Detektyw D. D. Warren po raz kolejny będzie miała okazję współpracować na gruncie zawodowym z byłym partnerem życiowym, jak i współpracownikiem Bobby Dodge. Będą deptać po piętach mordercy, który zapadł się pod ziemię. Dosłownie i w przenośni.
Annabelle M. Granger odkąd pamięta zawsze uciekała. Rodzina nie potrafiła nigdzie nie dłużej zagrzać miejsca. Przewrażliwiony ojciec zmuszał rodzinę do częstej zmiany tożsamości i miejsca zamieszkania. Kilkuletnia dziewczynka nie wiedziała, dlaczego uciekają, a rodzice nie chcieli o tym rozmawiać. Ojciec miał obsesję na punkcie bezpieczeństwa rodziny. Dlaczego uciekali i przed kim? Będąc wytrwałym czytelnikiem poznasz odpowiedź na to i inne rodzące się pytania. Autorka cię zaskoczy, bo jestem pewna, że nie wskażesz prawdziwego powodu ich życia w ciągłej konspiracji.
W ruinach byłego zakładu psychiatrycznego zostają znalezione zabalsamowane zwłoki sześciu dziewczynek. Można zidentyfikować tylko jedną z nich, to Annabelle M. Granger. To nasza bohaterka, która całe życie uciekała przed wielką niewiadomą. Obecnie, ponad dwadzieścia lat później, dowiaduje się, że dziewczynka nazywająca się tak jak ona, nie żyje. Czyżby zrządzenie losu? Dzieło przypadku? Czy celowe działanie?
Tą sprawą zajmują się wspomniani wcześniej Detektyw D. D. Warren i policjant Bobby Dodge. Przed nimi nie lada wyzwanie, tym bardziej, że brak śladów naprowadzających i jakichkolwiek tropów. I minęło już wiele lat od makabrycznej zbrodni. Jednego są pewni, ten, kto to zrobił, to człowiek w skórze diabła. Bo kto może wyrządzić taką krzywdę dzieciom? Bestia. Wkrótce okazuje się, że Annabelle nadal nie jest bezpieczna i ktoś czyha na jej życie. Czyżby źródło tej sprawy tkwiło w przeszłości? Czy przed tym uciekali?
W ukryciu ujawnia najskrytsze tajemnice, również te bardzo bolesne i niewygodne. Ta powieść okropnie boli, bo dotyka spraw bardzo wrażliwych, do jakich zdecydowanie należy krzywda małych i niewinnych dzieci, molestowanie ich, podglądanie, lubieżne traktowanie. Wiemy wszyscy, że dzieci nie potrafią i nie są w stanie się bronić przed złem. Ich bezbronność jest oczywista, ale przerażający jest fakt, że dorośli się takich niecnych czynów dopuszczają.

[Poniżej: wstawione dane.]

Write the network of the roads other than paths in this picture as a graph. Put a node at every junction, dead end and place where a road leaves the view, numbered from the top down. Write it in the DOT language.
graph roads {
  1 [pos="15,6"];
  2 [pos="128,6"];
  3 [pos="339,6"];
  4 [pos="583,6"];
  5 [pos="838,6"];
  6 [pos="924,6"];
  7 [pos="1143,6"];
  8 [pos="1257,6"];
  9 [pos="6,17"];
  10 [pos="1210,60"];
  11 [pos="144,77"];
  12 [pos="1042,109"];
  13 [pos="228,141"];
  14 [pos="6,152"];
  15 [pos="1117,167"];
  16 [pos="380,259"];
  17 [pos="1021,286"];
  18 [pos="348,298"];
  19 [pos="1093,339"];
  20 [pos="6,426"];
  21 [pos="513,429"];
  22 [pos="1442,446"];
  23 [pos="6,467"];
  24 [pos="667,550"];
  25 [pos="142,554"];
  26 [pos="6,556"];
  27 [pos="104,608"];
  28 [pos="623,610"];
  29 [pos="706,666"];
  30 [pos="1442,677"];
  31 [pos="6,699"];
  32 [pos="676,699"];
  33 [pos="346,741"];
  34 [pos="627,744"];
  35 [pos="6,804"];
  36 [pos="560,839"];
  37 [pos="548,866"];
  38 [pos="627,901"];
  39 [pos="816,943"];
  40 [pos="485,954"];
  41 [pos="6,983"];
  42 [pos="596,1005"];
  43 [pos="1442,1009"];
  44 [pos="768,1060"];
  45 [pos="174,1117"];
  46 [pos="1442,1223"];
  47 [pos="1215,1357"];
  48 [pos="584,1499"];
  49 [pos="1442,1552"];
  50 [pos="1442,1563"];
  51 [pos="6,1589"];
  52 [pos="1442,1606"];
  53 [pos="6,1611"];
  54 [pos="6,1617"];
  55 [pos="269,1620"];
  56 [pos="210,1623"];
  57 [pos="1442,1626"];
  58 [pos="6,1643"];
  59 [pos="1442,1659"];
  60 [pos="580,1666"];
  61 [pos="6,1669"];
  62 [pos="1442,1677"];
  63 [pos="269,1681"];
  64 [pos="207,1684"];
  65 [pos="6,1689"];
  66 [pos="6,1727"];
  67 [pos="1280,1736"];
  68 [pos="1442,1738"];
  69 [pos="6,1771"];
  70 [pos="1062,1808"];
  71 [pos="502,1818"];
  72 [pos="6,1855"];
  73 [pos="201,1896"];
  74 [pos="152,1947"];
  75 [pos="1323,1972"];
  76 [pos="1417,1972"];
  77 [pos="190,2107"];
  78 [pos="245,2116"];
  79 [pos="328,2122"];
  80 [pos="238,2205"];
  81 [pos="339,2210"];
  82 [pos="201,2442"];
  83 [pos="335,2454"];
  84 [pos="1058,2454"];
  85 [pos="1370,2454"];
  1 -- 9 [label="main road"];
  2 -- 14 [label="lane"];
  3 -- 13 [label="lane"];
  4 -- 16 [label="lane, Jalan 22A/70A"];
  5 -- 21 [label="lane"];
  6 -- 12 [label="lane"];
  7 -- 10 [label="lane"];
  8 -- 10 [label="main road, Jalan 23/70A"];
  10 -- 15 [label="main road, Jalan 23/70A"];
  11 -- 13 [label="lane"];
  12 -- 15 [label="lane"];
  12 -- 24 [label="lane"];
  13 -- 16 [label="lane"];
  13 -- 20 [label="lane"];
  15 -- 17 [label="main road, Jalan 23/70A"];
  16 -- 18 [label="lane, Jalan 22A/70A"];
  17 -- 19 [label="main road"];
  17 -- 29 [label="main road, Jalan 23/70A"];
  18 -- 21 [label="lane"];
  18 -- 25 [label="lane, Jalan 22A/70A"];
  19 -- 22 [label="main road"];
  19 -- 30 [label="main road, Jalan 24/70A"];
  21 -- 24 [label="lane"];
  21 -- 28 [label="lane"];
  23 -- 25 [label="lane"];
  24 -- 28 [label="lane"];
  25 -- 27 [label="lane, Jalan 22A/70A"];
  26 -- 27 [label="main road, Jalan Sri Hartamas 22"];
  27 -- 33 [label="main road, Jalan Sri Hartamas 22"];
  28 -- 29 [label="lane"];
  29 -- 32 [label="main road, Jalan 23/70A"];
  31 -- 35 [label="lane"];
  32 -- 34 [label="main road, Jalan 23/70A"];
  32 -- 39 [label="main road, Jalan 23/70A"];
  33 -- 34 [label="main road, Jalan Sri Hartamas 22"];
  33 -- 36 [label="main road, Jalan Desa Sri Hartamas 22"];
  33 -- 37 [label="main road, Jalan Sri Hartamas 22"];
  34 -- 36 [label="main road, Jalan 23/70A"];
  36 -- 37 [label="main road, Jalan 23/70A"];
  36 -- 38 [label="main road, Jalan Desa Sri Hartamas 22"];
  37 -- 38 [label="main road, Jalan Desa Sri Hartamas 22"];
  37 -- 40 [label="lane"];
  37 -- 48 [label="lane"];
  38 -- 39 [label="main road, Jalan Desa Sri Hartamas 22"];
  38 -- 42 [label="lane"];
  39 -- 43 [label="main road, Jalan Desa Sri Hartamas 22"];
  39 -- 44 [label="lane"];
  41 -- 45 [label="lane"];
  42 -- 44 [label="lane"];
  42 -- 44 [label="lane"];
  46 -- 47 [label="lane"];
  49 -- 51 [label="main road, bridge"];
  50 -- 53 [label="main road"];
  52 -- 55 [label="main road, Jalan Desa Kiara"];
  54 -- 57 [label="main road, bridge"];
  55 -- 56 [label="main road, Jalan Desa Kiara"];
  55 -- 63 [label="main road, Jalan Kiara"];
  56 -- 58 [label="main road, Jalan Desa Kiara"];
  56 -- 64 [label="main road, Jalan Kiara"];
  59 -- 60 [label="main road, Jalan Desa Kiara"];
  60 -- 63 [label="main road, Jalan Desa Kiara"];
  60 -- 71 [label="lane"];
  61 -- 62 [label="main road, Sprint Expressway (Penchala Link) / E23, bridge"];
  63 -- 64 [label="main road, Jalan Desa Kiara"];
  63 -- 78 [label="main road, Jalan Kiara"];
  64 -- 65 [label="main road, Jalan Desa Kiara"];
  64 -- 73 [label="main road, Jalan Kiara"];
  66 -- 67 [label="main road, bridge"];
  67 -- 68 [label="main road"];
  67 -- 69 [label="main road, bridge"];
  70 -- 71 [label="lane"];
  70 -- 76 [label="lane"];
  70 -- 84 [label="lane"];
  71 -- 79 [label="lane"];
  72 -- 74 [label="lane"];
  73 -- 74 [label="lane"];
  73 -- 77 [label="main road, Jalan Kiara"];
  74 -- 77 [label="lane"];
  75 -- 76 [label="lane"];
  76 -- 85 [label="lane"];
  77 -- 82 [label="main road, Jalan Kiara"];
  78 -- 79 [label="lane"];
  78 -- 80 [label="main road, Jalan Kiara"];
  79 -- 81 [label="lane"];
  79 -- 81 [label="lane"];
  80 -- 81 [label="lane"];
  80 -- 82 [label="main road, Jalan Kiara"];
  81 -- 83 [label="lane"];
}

Autorka delikatnie i z umiarem łączy wątek kryminalny z obyczajowym. Te dwie sfery się przenikają i wzajemnie uzupełniają, ale z odpowiednią dozą, bez nachalności. Uważam, że lekturę warto zacząć od pierwszego tomu, jest wiele odniesień do przeszłości bohaterów. Aby próbować zrozumieć ich zachowanie i postępowanie, relacje i podejście do życia należy się trochę cofnąć w czasie. Będzie wtedy łatwiej, nie trzeba będzie snuć niepotrzebnych domysłów, ale z otwartością towarzyszyć im w ich śledztwie.
Co jest dość istotne w tej historii, co jest pewnie celowym zamysłem autorki, to fakt, że sprawca, ten poszukiwany przez śledczych, jest nieobecny w powieści, pojawia się dopiero w samym finale. Nawet na jego temat czytelnik nie może snuć domysłów, gdyż nie wie o jego istnieniu. Dla mnie ta konstrukcja jest ciekawa, byłam włączona w dochodzenie, miałam wyrobione zdanie na określone małe wątki. Ale jak każdy, nie znałam najbardziej tajemniczej postaci tej opowieści.
Świetne tempo, z zaskakującymi zwrotami akcji, z rozbudowanym tłem obyczajowym, z licznym gronem ciekawych i barwnych bohaterów. Autorka co chwilę wyciąga z rękawa po jednym puzzlu, i musimy zebrać wszystkie, aby ułożyć i zamknąć całą historię. Nie można zawieruszyć żadnego elementu, bo ciekawość nasza pozostanie do końca niezaspokojona. A więc cierpliwość to cecha przy tej lekturze na wagę złota … Klimat strachu i niepewności obecny przez ponad czterysta stron.
Znakomita i emocjonująca. Nie zaśniesz nim nie poznasz sprawcy. Bo jestem przekonana, że to będzie twoim głównym celem. Tryskająca wachlarzem różnorodnych emocji i rażąca skalą niebezpieczeństwa …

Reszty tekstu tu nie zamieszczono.